In the context of a BDW and having into consideration that Hive is the main Data Warehousing solution in Hadoop, supporting queries in HiveQL, it is important to understand how the way data is stored and organized in this system affects the performance of the solution. Thus, as previously mentioned, this system supports three types of data structures, namely tables, partitions and buckets [12, 31], included in databases. The concept of tables in Hive is similar to the concept of tables in relational databases (common structures with columns and rows), and each table corresponds to an HDFS directory. A Hive’s table can have one or more partitions that define the distribution of the data within subdirectories of the table’s directory, splitting the data horizontally and speeding up query processing.
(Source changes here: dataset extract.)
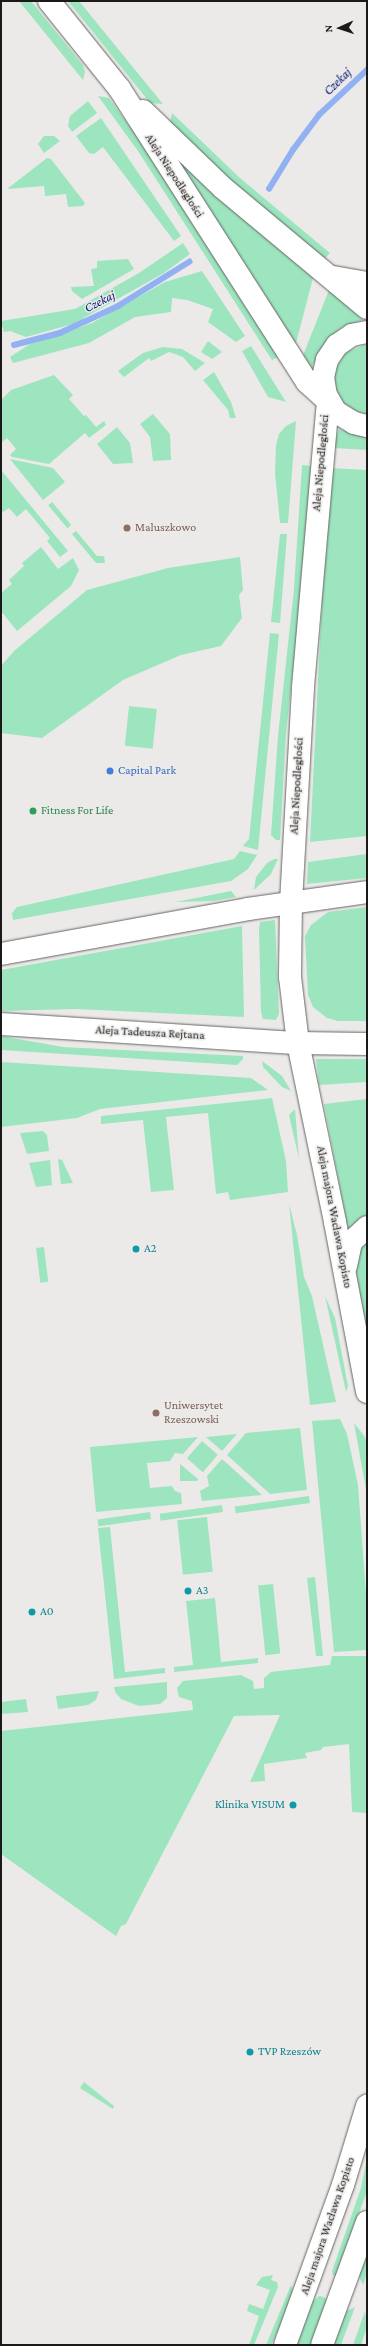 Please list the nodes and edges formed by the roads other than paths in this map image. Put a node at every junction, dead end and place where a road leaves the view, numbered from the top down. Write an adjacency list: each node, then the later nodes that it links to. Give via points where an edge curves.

The buckets correspond to file segments in HDFS and can only be applied to a single attribute. These structures help to organize data in each table/partition by dividing it by several files. To identify the segment to which a data record must be assigned, a hash function is applied on the bucketing column. Consequently, it is a technique for grouping data vertically, segmenting data records by a given attribute. Each bucket is stored as a file within the table’s directory or the partitions’ directories [12, 15, 27, 31].
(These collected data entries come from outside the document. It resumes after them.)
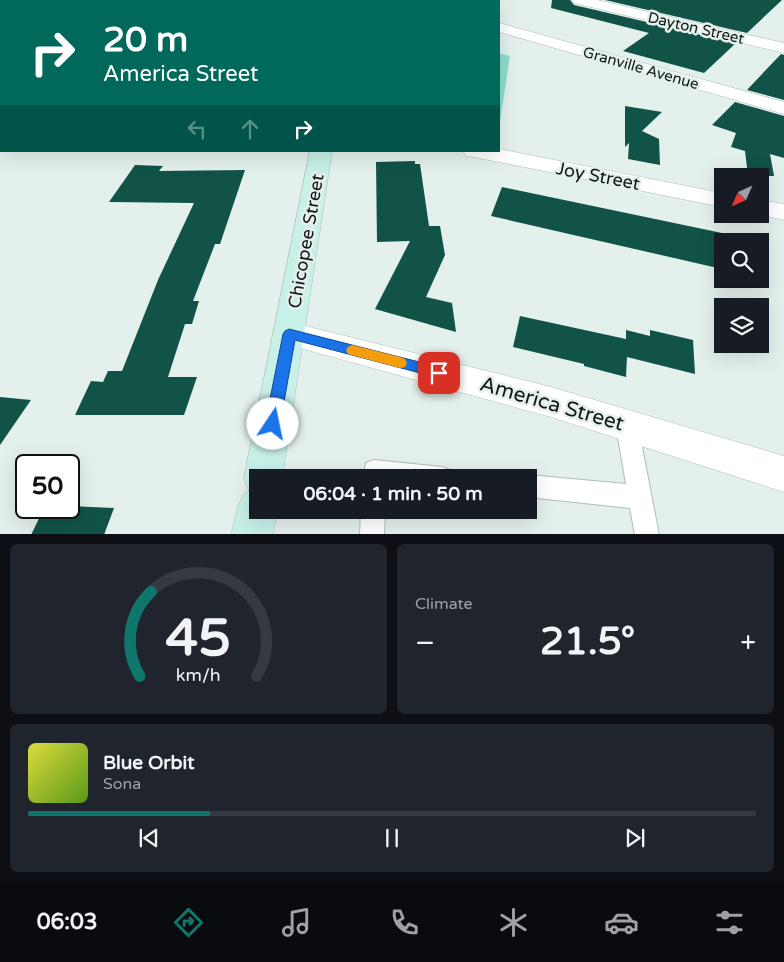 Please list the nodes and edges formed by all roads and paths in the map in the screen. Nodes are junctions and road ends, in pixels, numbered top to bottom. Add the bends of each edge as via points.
1 (580, 0) edge
2 (500, 27) edge
3 (784, 48) edge
4 (784, 108) edge
5 (321, 152) edge
6 (479, 152) edge
7 (714, 198) edge
8 (769, 209) edge
9 (784, 212) edge
10 (289, 334) junction
11 (627, 426) junction
12 (265, 469) edge
13 (784, 474) edge
14 (537, 487) edge
15 (639, 497) junction
16 (255, 519) edge
17 (373, 519) edge
18 (252, 534) edge
19 (372, 534) edge
20 (647, 534) edge

1 - 3 street, Dayton Street
2 - 4 street, Granville Avenue
5 - 10 main road, Chicopee Street
6 - 7 street, Joy Street
8 - 9 street
10 - 11 street, America Street via 551,402
10 - 12 main road, Chicopee Street
11 - 13 street, America Street
11 - 15 lane
14 - 15 lane
15 - 20 lane
16 - 18 main road
17 - 19 lane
Regarding data modelling, an evaluation of different data modelling and organization strategies for Hive-based DWs is described [9], showing the benefits of implementing a BDW based on a fully denormalized table, when compared with a dimensional structure (star schema). Moreover, [4, 5, 35] analyzed the implementation of BDWs based in NoSQL databases. While [4] studied the implementation of a DW based on a document-oriented NoSQL database and [5] explored implementations of DWs on top of column-oriented NoSQL databases, [35] proposed a transformation process for moving from a dimensional DW into a column-oriented and document-oriented NoSQL data model.

Regarding the data organization strategies, the creation of partitions and buckets in Hive has already been addressed in the literature. Kumar [19] presented a brief performance analysis and comparison of MySQL partitions, Hive Partition/Bucketing and Apache Pig, highlighting the Hive’s advantages with the use of partitioning and bucketing techniques. To [30], Hive partitioning can be used for improving the performance of a very specific set of queries, as long as the partitions are aligned with the attributes used in the queries’ filters. Moreover, in [27], it is recommended that the attribute, or attributes, used for partitioning have low cardinality, avoiding the creation of a significantly high number of subdirectories, a process that will overload HDFS. Furthermore, according to [2], partitioning can improve query performance in large datasets, when, as already mentioned, the partition scheme considers the attributes used in the queries’ filters. These benefits were also shown in [9], presenting the advantages of creating data partitions using two different data organization strategies (star schemas and fully denormalized tables).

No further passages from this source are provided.